Exercise requirements — Print the listing below exactly.

Data provided —
-------
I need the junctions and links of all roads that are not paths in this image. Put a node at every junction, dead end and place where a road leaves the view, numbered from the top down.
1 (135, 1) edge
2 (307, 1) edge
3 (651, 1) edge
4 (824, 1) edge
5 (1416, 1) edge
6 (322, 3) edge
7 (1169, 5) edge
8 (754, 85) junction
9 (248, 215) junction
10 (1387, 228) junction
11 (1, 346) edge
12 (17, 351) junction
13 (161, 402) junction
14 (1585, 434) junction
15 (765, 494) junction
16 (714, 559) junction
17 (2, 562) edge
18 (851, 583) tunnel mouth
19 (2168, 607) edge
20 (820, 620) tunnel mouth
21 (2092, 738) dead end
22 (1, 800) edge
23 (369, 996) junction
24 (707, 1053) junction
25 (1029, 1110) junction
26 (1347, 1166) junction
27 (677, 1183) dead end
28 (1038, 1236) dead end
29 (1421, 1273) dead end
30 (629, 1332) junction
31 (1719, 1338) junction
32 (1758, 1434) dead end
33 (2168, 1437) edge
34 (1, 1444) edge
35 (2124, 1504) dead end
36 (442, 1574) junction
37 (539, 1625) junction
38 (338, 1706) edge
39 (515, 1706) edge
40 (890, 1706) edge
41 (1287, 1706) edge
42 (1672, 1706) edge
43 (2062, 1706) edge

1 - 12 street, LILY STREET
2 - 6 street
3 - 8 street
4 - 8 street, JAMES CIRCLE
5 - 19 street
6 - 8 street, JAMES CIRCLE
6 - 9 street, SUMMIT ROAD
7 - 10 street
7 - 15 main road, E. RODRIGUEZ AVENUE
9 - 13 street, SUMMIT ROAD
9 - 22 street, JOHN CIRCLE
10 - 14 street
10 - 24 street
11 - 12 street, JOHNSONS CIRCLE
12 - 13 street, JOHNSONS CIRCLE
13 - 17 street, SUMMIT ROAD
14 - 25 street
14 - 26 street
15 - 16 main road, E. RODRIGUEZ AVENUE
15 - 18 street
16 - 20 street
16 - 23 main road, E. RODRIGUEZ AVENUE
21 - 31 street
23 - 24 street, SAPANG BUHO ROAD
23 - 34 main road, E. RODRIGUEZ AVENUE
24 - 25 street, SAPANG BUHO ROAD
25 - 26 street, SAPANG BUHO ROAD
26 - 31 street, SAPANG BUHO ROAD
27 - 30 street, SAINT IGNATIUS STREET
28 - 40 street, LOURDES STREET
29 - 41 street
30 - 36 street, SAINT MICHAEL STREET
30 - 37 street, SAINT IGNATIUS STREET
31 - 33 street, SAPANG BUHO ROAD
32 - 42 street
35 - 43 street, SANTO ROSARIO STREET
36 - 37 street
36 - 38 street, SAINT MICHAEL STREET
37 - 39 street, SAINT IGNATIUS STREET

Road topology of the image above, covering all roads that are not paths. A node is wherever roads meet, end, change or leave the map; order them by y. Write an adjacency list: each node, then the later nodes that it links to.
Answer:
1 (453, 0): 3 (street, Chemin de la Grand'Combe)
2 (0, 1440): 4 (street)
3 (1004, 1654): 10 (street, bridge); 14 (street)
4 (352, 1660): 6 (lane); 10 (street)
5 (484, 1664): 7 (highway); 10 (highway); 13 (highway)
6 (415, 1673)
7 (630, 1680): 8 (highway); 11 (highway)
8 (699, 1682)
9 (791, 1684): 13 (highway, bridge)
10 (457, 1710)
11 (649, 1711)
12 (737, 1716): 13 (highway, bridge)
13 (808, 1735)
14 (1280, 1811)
-------
Answer to the exercise —
I need the junctions and links of all roads that are not paths in this image. Put a node at every junction, dead end and place where a road leaves the view, numbered from the top down.
1 (135, 1) edge
2 (307, 1) edge
3 (651, 1) edge
4 (824, 1) edge
5 (1416, 1) edge
6 (322, 3) edge
7 (1169, 5) edge
8 (754, 85) junction
9 (248, 215) junction
10 (1387, 228) junction
11 (1, 346) edge
12 (17, 351) junction
13 (161, 402) junction
14 (1585, 434) junction
15 (765, 494) junction
16 (714, 559) junction
17 (2, 562) edge
18 (851, 583) tunnel mouth
19 (2168, 607) edge
20 (820, 620) tunnel mouth
21 (2092, 738) dead end
22 (1, 800) edge
23 (369, 996) junction
24 (707, 1053) junction
25 (1029, 1110) junction
26 (1347, 1166) junction
27 (677, 1183) dead end
28 (1038, 1236) dead end
29 (1421, 1273) dead end
30 (629, 1332) junction
31 (1719, 1338) junction
32 (1758, 1434) dead end
33 (2168, 1437) edge
34 (1, 1444) edge
35 (2124, 1504) dead end
36 (442, 1574) junction
37 (539, 1625) junction
38 (338, 1706) edge
39 (515, 1706) edge
40 (890, 1706) edge
41 (1287, 1706) edge
42 (1672, 1706) edge
43 (2062, 1706) edge

1 - 12 street, LILY STREET
2 - 6 street
3 - 8 street
4 - 8 street, JAMES CIRCLE
5 - 19 street
6 - 8 street, JAMES CIRCLE
6 - 9 street, SUMMIT ROAD
7 - 10 street
7 - 15 main road, E. RODRIGUEZ AVENUE
9 - 13 street, SUMMIT ROAD
9 - 22 street, JOHN CIRCLE
10 - 14 street
10 - 24 street
11 - 12 street, JOHNSONS CIRCLE
12 - 13 street, JOHNSONS CIRCLE
13 - 17 street, SUMMIT ROAD
14 - 25 street
14 - 26 street
15 - 16 main road, E. RODRIGUEZ AVENUE
15 - 18 street
16 - 20 street
16 - 23 main road, E. RODRIGUEZ AVENUE
21 - 31 street
23 - 24 street, SAPANG BUHO ROAD
23 - 34 main road, E. RODRIGUEZ AVENUE
24 - 25 street, SAPANG BUHO ROAD
25 - 26 street, SAPANG BUHO ROAD
26 - 31 street, SAPANG BUHO ROAD
27 - 30 street, SAINT IGNATIUS STREET
28 - 40 street, LOURDES STREET
29 - 41 street
30 - 36 street, SAINT MICHAEL STREET
30 - 37 street, SAINT IGNATIUS STREET
31 - 33 street, SAPANG BUHO ROAD
32 - 42 street
35 - 43 street, SANTO ROSARIO STREET
36 - 37 street
36 - 38 street, SAINT MICHAEL STREET
37 - 39 street, SAINT IGNATIUS STREET

Road topology of the image above, covering all roads that are not paths. A node is wherever roads meet, end, change or leave the map; order them by y. Write an adjacency list: each node, then the later nodes that it links to.
Answer:
1 (453, 0): 3 (street, Chemin de la Grand'Combe)
2 (0, 1440): 4 (street)
3 (1004, 1654): 10 (street, bridge); 14 (street)
4 (352, 1660): 6 (lane); 10 (street)
5 (484, 1664): 7 (highway); 10 (highway); 13 (highway)
6 (415, 1673)
7 (630, 1680): 8 (highway); 11 (highway)
8 (699, 1682)
9 (791, 1684): 13 (highway, bridge)
10 (457, 1710)
11 (649, 1711)
12 (737, 1716): 13 (highway, bridge)
13 (808, 1735)
14 (1280, 1811)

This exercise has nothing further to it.